Your goal
Can you transcribe the data exactly? Leave the pictures out.

------ Provided data ------

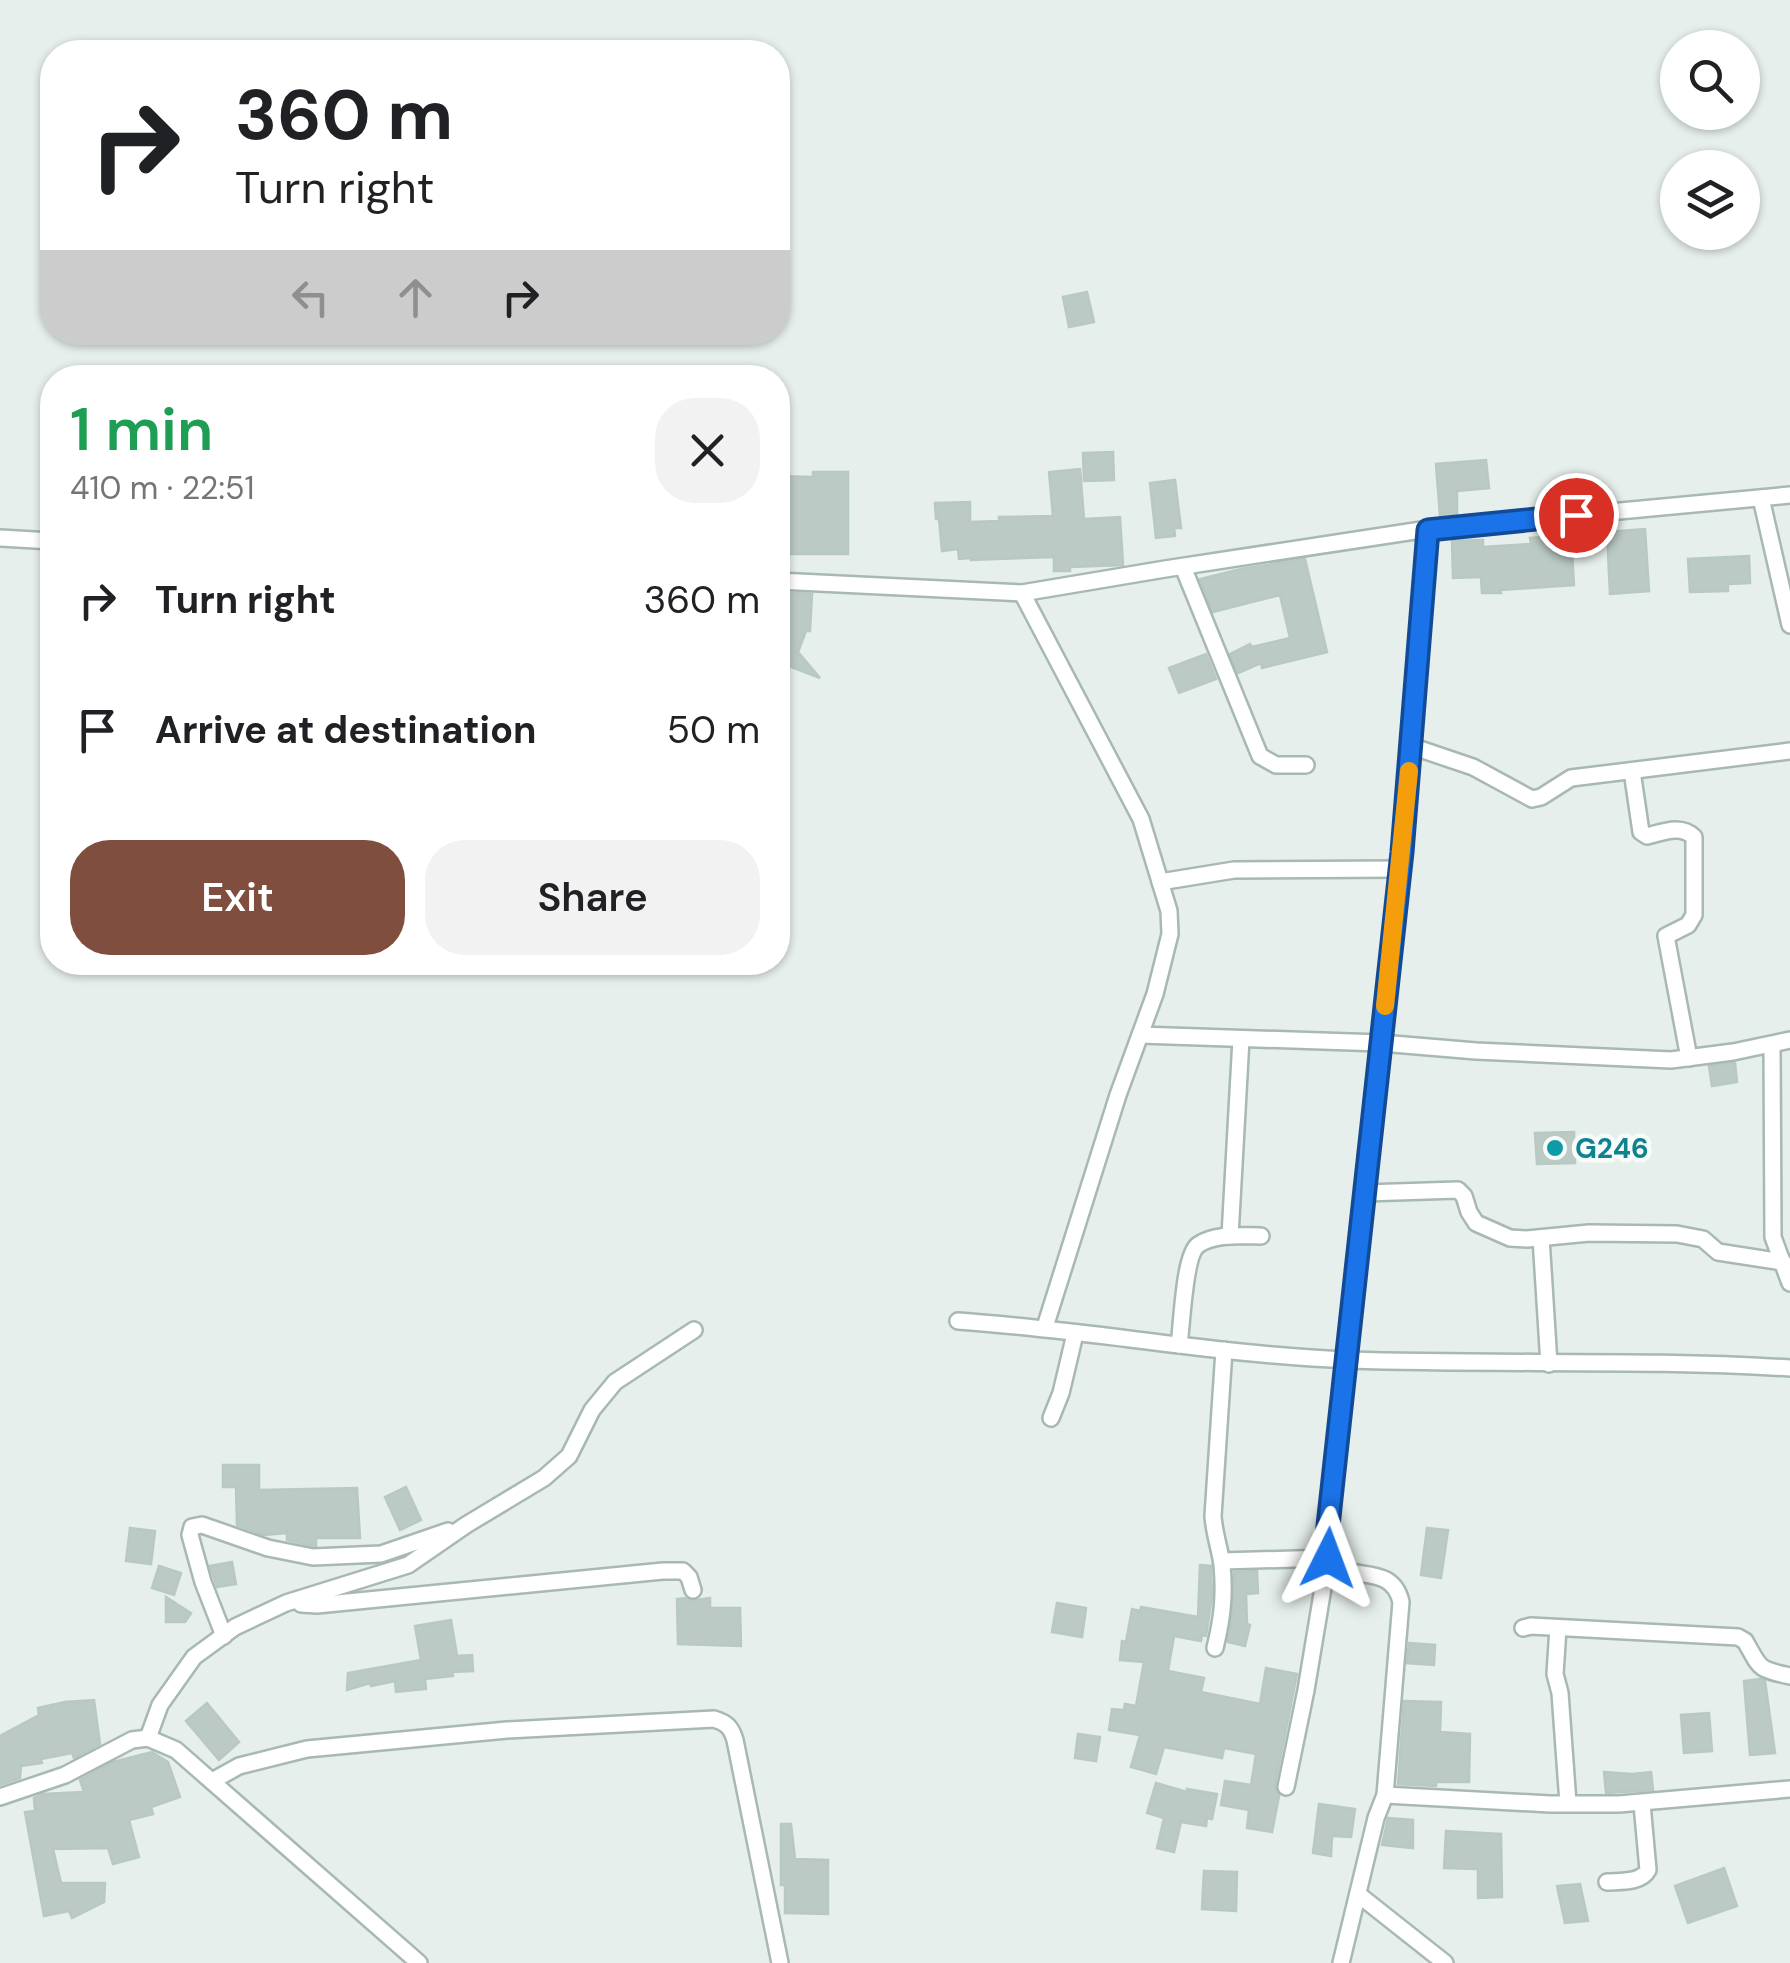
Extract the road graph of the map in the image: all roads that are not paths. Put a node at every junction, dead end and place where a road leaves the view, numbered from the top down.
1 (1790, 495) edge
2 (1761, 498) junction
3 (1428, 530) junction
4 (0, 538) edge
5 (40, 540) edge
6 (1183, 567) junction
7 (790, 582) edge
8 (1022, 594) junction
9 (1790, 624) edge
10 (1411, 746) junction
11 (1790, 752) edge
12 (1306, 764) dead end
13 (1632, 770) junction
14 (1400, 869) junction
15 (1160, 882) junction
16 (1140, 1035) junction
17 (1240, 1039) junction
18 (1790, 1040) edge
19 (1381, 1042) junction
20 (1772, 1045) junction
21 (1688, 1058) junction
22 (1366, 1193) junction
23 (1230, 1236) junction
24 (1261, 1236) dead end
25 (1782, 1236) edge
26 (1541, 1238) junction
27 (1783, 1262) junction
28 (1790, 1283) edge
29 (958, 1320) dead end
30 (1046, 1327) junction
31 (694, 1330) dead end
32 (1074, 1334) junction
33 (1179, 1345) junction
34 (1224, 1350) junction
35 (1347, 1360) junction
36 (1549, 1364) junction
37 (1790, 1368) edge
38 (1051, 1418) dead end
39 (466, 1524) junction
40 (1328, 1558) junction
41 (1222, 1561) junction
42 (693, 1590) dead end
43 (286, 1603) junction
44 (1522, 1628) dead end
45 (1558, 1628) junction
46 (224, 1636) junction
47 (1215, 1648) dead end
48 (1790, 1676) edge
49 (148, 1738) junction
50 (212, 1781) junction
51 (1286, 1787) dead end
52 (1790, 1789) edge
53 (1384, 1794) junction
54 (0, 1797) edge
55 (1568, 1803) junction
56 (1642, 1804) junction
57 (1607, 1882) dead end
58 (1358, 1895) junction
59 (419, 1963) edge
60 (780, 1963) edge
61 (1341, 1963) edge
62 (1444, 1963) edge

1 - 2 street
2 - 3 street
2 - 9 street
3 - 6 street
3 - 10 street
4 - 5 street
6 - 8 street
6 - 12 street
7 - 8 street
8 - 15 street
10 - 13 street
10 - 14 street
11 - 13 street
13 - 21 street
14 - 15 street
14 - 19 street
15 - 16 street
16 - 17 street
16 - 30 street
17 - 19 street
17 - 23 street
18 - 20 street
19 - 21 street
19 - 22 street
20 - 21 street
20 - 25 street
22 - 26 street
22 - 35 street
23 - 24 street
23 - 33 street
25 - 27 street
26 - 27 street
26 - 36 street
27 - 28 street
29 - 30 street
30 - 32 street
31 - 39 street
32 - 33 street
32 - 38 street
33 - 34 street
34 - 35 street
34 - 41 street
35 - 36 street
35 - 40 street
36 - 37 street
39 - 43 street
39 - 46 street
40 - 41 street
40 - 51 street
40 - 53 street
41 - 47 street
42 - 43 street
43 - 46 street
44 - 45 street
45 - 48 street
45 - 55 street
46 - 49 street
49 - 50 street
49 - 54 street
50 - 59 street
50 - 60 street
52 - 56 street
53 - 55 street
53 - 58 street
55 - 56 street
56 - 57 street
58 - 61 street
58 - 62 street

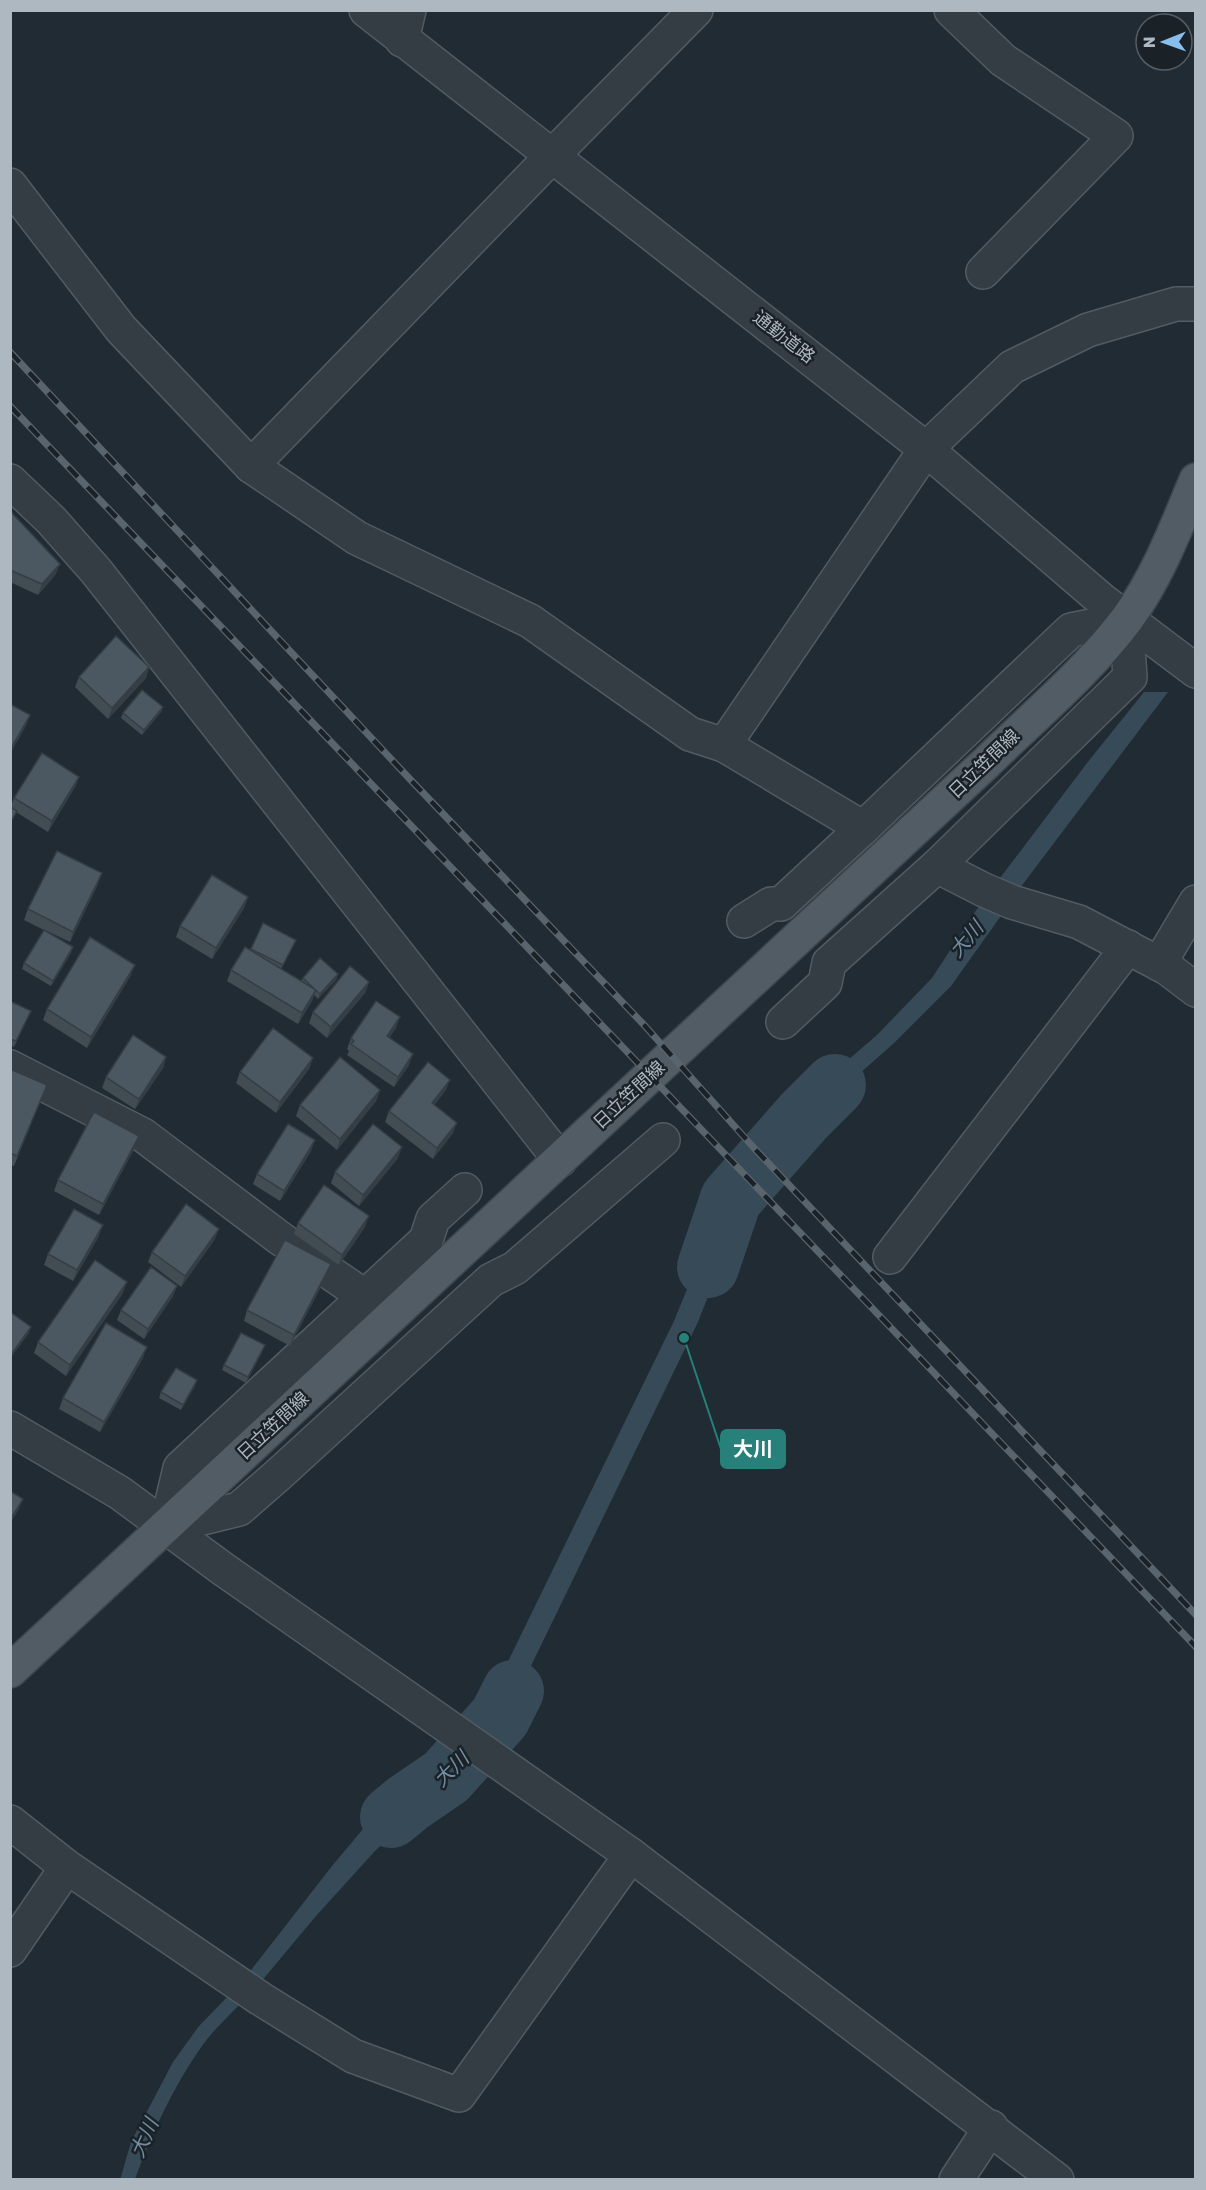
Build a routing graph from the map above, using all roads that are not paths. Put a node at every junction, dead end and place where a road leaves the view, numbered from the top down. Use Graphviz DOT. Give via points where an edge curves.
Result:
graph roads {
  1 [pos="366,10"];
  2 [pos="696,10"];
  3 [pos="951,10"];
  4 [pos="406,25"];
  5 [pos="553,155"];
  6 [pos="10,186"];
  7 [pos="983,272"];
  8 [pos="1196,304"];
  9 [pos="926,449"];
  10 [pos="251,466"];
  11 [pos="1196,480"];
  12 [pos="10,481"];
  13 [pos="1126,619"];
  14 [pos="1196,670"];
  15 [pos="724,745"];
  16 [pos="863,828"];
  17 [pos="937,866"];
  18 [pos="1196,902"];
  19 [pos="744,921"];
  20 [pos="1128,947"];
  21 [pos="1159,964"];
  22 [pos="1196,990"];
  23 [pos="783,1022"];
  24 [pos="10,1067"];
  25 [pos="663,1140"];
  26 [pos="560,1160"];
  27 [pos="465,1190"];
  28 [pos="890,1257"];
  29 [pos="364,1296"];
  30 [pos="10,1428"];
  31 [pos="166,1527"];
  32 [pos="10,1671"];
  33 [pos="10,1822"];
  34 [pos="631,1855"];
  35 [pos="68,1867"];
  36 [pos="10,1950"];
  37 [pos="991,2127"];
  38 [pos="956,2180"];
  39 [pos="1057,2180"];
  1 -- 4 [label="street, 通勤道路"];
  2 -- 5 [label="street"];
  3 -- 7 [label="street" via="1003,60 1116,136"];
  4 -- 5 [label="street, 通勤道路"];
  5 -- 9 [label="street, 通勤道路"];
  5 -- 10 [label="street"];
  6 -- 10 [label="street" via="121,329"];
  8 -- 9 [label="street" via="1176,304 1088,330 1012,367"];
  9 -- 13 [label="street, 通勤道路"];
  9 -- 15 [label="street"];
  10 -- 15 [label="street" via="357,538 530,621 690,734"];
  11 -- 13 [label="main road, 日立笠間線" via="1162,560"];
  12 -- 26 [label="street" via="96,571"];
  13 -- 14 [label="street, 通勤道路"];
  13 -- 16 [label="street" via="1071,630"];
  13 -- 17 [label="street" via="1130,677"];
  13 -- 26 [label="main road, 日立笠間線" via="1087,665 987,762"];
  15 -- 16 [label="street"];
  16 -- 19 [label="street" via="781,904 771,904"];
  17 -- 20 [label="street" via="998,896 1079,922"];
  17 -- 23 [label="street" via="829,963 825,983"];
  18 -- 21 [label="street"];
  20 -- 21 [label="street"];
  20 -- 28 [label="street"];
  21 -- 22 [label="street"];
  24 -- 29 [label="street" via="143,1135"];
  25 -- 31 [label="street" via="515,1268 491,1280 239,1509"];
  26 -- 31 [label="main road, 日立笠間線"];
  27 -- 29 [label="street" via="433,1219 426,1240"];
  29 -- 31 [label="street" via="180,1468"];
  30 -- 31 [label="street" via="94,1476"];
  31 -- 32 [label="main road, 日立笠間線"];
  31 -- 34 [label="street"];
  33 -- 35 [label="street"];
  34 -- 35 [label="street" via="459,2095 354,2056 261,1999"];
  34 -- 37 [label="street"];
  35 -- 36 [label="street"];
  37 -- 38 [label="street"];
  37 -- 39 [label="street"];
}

------

Response for this exercise
Extract the road graph of the map in the image: all roads that are not paths. Put a node at every junction, dead end and place where a road leaves the view, numbered from the top down.
1 (1790, 495) edge
2 (1761, 498) junction
3 (1428, 530) junction
4 (0, 538) edge
5 (40, 540) edge
6 (1183, 567) junction
7 (790, 582) edge
8 (1022, 594) junction
9 (1790, 624) edge
10 (1411, 746) junction
11 (1790, 752) edge
12 (1306, 764) dead end
13 (1632, 770) junction
14 (1400, 869) junction
15 (1160, 882) junction
16 (1140, 1035) junction
17 (1240, 1039) junction
18 (1790, 1040) edge
19 (1381, 1042) junction
20 (1772, 1045) junction
21 (1688, 1058) junction
22 (1366, 1193) junction
23 (1230, 1236) junction
24 (1261, 1236) dead end
25 (1782, 1236) edge
26 (1541, 1238) junction
27 (1783, 1262) junction
28 (1790, 1283) edge
29 (958, 1320) dead end
30 (1046, 1327) junction
31 (694, 1330) dead end
32 (1074, 1334) junction
33 (1179, 1345) junction
34 (1224, 1350) junction
35 (1347, 1360) junction
36 (1549, 1364) junction
37 (1790, 1368) edge
38 (1051, 1418) dead end
39 (466, 1524) junction
40 (1328, 1558) junction
41 (1222, 1561) junction
42 (693, 1590) dead end
43 (286, 1603) junction
44 (1522, 1628) dead end
45 (1558, 1628) junction
46 (224, 1636) junction
47 (1215, 1648) dead end
48 (1790, 1676) edge
49 (148, 1738) junction
50 (212, 1781) junction
51 (1286, 1787) dead end
52 (1790, 1789) edge
53 (1384, 1794) junction
54 (0, 1797) edge
55 (1568, 1803) junction
56 (1642, 1804) junction
57 (1607, 1882) dead end
58 (1358, 1895) junction
59 (419, 1963) edge
60 (780, 1963) edge
61 (1341, 1963) edge
62 (1444, 1963) edge

1 - 2 street
2 - 3 street
2 - 9 street
3 - 6 street
3 - 10 street
4 - 5 street
6 - 8 street
6 - 12 street
7 - 8 street
8 - 15 street
10 - 13 street
10 - 14 street
11 - 13 street
13 - 21 street
14 - 15 street
14 - 19 street
15 - 16 street
16 - 17 street
16 - 30 street
17 - 19 street
17 - 23 street
18 - 20 street
19 - 21 street
19 - 22 street
20 - 21 street
20 - 25 street
22 - 26 street
22 - 35 street
23 - 24 street
23 - 33 street
25 - 27 street
26 - 27 street
26 - 36 street
27 - 28 street
29 - 30 street
30 - 32 street
31 - 39 street
32 - 33 street
32 - 38 street
33 - 34 street
34 - 35 street
34 - 41 street
35 - 36 street
35 - 40 street
36 - 37 street
39 - 43 street
39 - 46 street
40 - 41 street
40 - 51 street
40 - 53 street
41 - 47 street
42 - 43 street
43 - 46 street
44 - 45 street
45 - 48 street
45 - 55 street
46 - 49 street
49 - 50 street
49 - 54 street
50 - 59 street
50 - 60 street
52 - 56 street
53 - 55 street
53 - 58 street
55 - 56 street
56 - 57 street
58 - 61 street
58 - 62 street

Build a routing graph from the map above, using all roads that are not paths. Put a node at every junction, dead end and place where a road leaves the view, numbered from the top down. Use Graphviz DOT. Give via points where an edge curves.
Result:
graph roads {
  1 [pos="366,10"];
  2 [pos="696,10"];
  3 [pos="951,10"];
  4 [pos="406,25"];
  5 [pos="553,155"];
  6 [pos="10,186"];
  7 [pos="983,272"];
  8 [pos="1196,304"];
  9 [pos="926,449"];
  10 [pos="251,466"];
  11 [pos="1196,480"];
  12 [pos="10,481"];
  13 [pos="1126,619"];
  14 [pos="1196,670"];
  15 [pos="724,745"];
  16 [pos="863,828"];
  17 [pos="937,866"];
  18 [pos="1196,902"];
  19 [pos="744,921"];
  20 [pos="1128,947"];
  21 [pos="1159,964"];
  22 [pos="1196,990"];
  23 [pos="783,1022"];
  24 [pos="10,1067"];
  25 [pos="663,1140"];
  26 [pos="560,1160"];
  27 [pos="465,1190"];
  28 [pos="890,1257"];
  29 [pos="364,1296"];
  30 [pos="10,1428"];
  31 [pos="166,1527"];
  32 [pos="10,1671"];
  33 [pos="10,1822"];
  34 [pos="631,1855"];
  35 [pos="68,1867"];
  36 [pos="10,1950"];
  37 [pos="991,2127"];
  38 [pos="956,2180"];
  39 [pos="1057,2180"];
  1 -- 4 [label="street, 通勤道路"];
  2 -- 5 [label="street"];
  3 -- 7 [label="street" via="1003,60 1116,136"];
  4 -- 5 [label="street, 通勤道路"];
  5 -- 9 [label="street, 通勤道路"];
  5 -- 10 [label="street"];
  6 -- 10 [label="street" via="121,329"];
  8 -- 9 [label="street" via="1176,304 1088,330 1012,367"];
  9 -- 13 [label="street, 通勤道路"];
  9 -- 15 [label="street"];
  10 -- 15 [label="street" via="357,538 530,621 690,734"];
  11 -- 13 [label="main road, 日立笠間線" via="1162,560"];
  12 -- 26 [label="street" via="96,571"];
  13 -- 14 [label="street, 通勤道路"];
  13 -- 16 [label="street" via="1071,630"];
  13 -- 17 [label="street" via="1130,677"];
  13 -- 26 [label="main road, 日立笠間線" via="1087,665 987,762"];
  15 -- 16 [label="street"];
  16 -- 19 [label="street" via="781,904 771,904"];
  17 -- 20 [label="street" via="998,896 1079,922"];
  17 -- 23 [label="street" via="829,963 825,983"];
  18 -- 21 [label="street"];
  20 -- 21 [label="street"];
  20 -- 28 [label="street"];
  21 -- 22 [label="street"];
  24 -- 29 [label="street" via="143,1135"];
  25 -- 31 [label="street" via="515,1268 491,1280 239,1509"];
  26 -- 31 [label="main road, 日立笠間線"];
  27 -- 29 [label="street" via="433,1219 426,1240"];
  29 -- 31 [label="street" via="180,1468"];
  30 -- 31 [label="street" via="94,1476"];
  31 -- 32 [label="main road, 日立笠間線"];
  31 -- 34 [label="street"];
  33 -- 35 [label="street"];
  34 -- 35 [label="street" via="459,2095 354,2056 261,1999"];
  34 -- 37 [label="street"];
  35 -- 36 [label="street"];
  37 -- 38 [label="street"];
  37 -- 39 [label="street"];
}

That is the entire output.